**Required work**
Nothing but the pictures is dropped; write out all the remaining data below exactly.
■ ■ ■
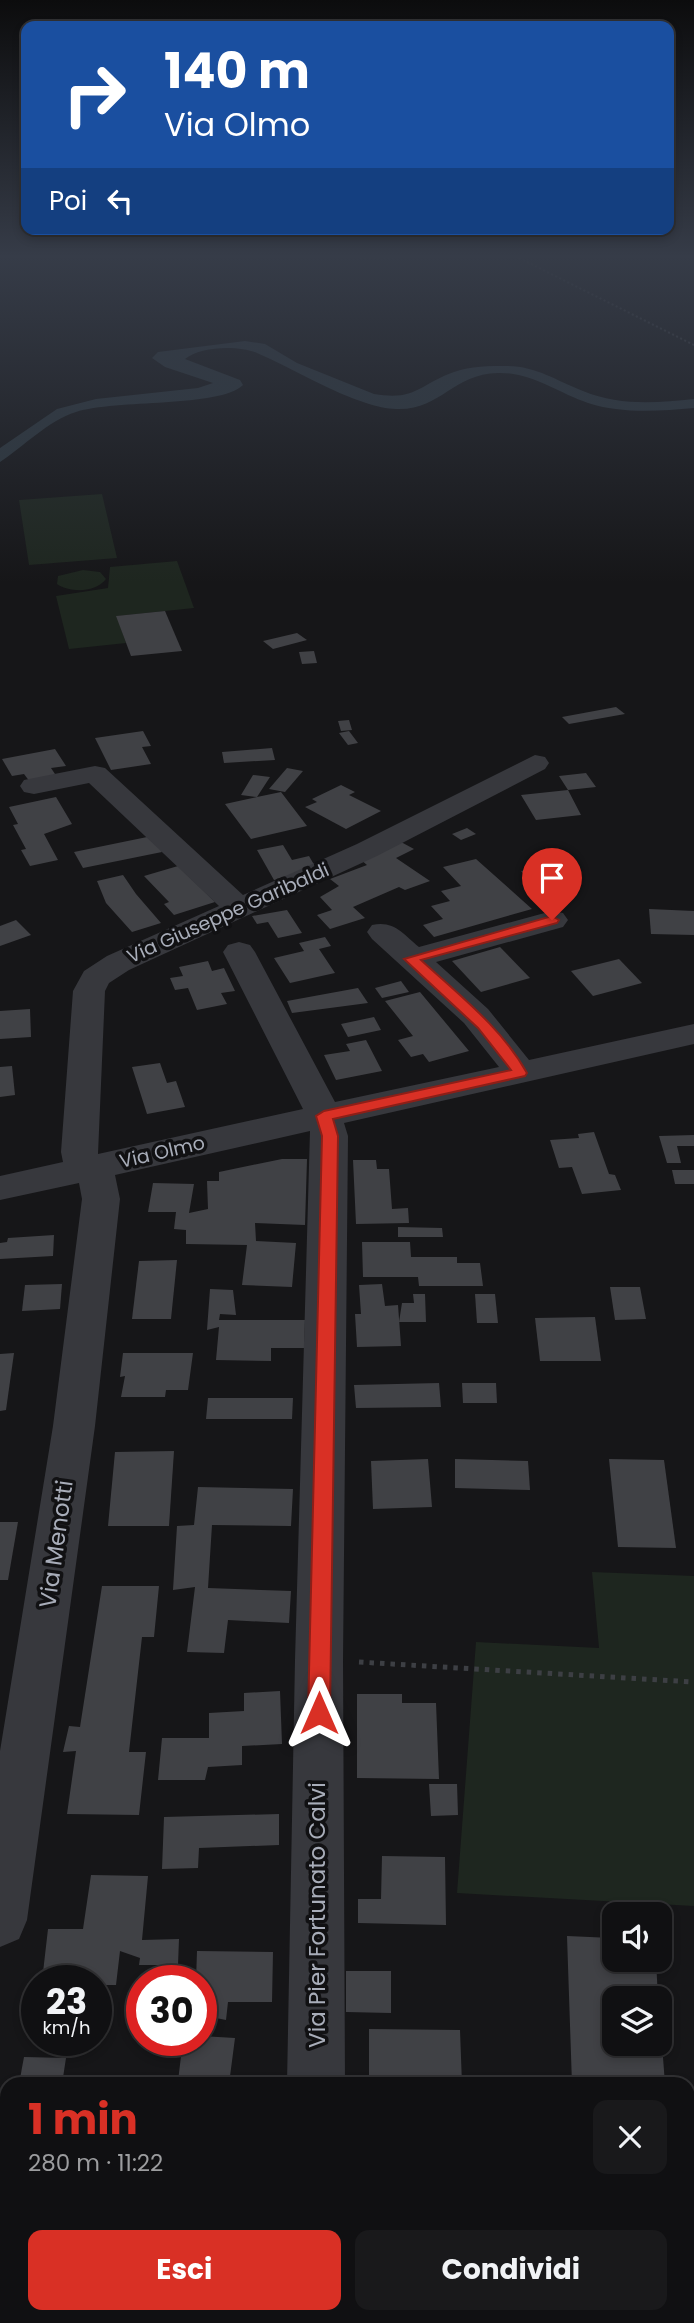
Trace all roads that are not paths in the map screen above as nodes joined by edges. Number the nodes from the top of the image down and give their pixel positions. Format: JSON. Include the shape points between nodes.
{"nodes":[{"id":1,"x":536,"y":763,"type":"dead end"},
{"id":2,"x":34,"y":786,"type":"dead end"},
{"id":3,"x":239,"y":908,"type":"junction"},
{"id":4,"x":552,"y":920,"type":"dead end"},
{"id":5,"x":383,"y":932,"type":"dead end"},
{"id":6,"x":239,"y":952,"type":"dead end"},
{"id":7,"x":411,"y":959,"type":"junction"},
{"id":8,"x":694,"y":1034,"type":"edge"},
{"id":9,"x":520,"y":1073,"type":"junction"},
{"id":10,"x":324,"y":1116,"type":"junction"},
{"id":11,"x":89,"y":1168,"type":"junction"},
{"id":12,"x":0,"y":1188,"type":"edge"},
{"id":13,"x":0,"y":1920,"type":"edge"},
{"id":14,"x":316,"y":2077,"type":"edge"}],
"edges":[{"from":1,"to":3,"type":"street","name":"Via Giuseppe Garibaldi","via":[[367,850]]},
{"from":2,"to":3,"type":"street","via":[[95,774]]},
{"from":3,"to":11,"type":"street","name":"Via Giuseppe Garibaldi","via":[[95,978],[89,990],[79,1156]]},
{"from":4,"to":7,"type":"street"},
{"from":5,"to":7,"type":"street"},
{"from":6,"to":10,"type":"street"},
{"from":7,"to":9,"type":"street","via":[[483,1025]]},
{"from":8,"to":9,"type":"street","name":"Via Olmo"},
{"from":9,"to":10,"type":"street","name":"Via Olmo"},
{"from":10,"to":11,"type":"street","name":"Via Olmo"},
{"from":10,"to":14,"type":"street","name":"Via Pier Fortunato Calvi","via":[[330,1136]]},
{"from":11,"to":12,"type":"street","name":"Via Olmo"},
{"from":11,"to":13,"type":"street","name":"Via Menotti","via":[[101,1199],[75,1412]]}]}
■ ■ ■
**Problem solution**
Trace all roads that are not paths in the map screen above as nodes joined by edges. Number the nodes from the top of the image down and give their pixel positions. Format: JSON. Include the shape points between nodes.
{"nodes":[{"id":1,"x":536,"y":763,"type":"dead end"},
{"id":2,"x":34,"y":786,"type":"dead end"},
{"id":3,"x":239,"y":908,"type":"junction"},
{"id":4,"x":552,"y":920,"type":"dead end"},
{"id":5,"x":383,"y":932,"type":"dead end"},
{"id":6,"x":239,"y":952,"type":"dead end"},
{"id":7,"x":411,"y":959,"type":"junction"},
{"id":8,"x":694,"y":1034,"type":"edge"},
{"id":9,"x":520,"y":1073,"type":"junction"},
{"id":10,"x":324,"y":1116,"type":"junction"},
{"id":11,"x":89,"y":1168,"type":"junction"},
{"id":12,"x":0,"y":1188,"type":"edge"},
{"id":13,"x":0,"y":1920,"type":"edge"},
{"id":14,"x":316,"y":2077,"type":"edge"}],
"edges":[{"from":1,"to":3,"type":"street","name":"Via Giuseppe Garibaldi","via":[[367,850]]},
{"from":2,"to":3,"type":"street","via":[[95,774]]},
{"from":3,"to":11,"type":"street","name":"Via Giuseppe Garibaldi","via":[[95,978],[89,990],[79,1156]]},
{"from":4,"to":7,"type":"street"},
{"from":5,"to":7,"type":"street"},
{"from":6,"to":10,"type":"street"},
{"from":7,"to":9,"type":"street","via":[[483,1025]]},
{"from":8,"to":9,"type":"street","name":"Via Olmo"},
{"from":9,"to":10,"type":"street","name":"Via Olmo"},
{"from":10,"to":11,"type":"street","name":"Via Olmo"},
{"from":10,"to":14,"type":"street","name":"Via Pier Fortunato Calvi","via":[[330,1136]]},
{"from":11,"to":12,"type":"street","name":"Via Olmo"},
{"from":11,"to":13,"type":"street","name":"Via Menotti","via":[[101,1199],[75,1412]]}]}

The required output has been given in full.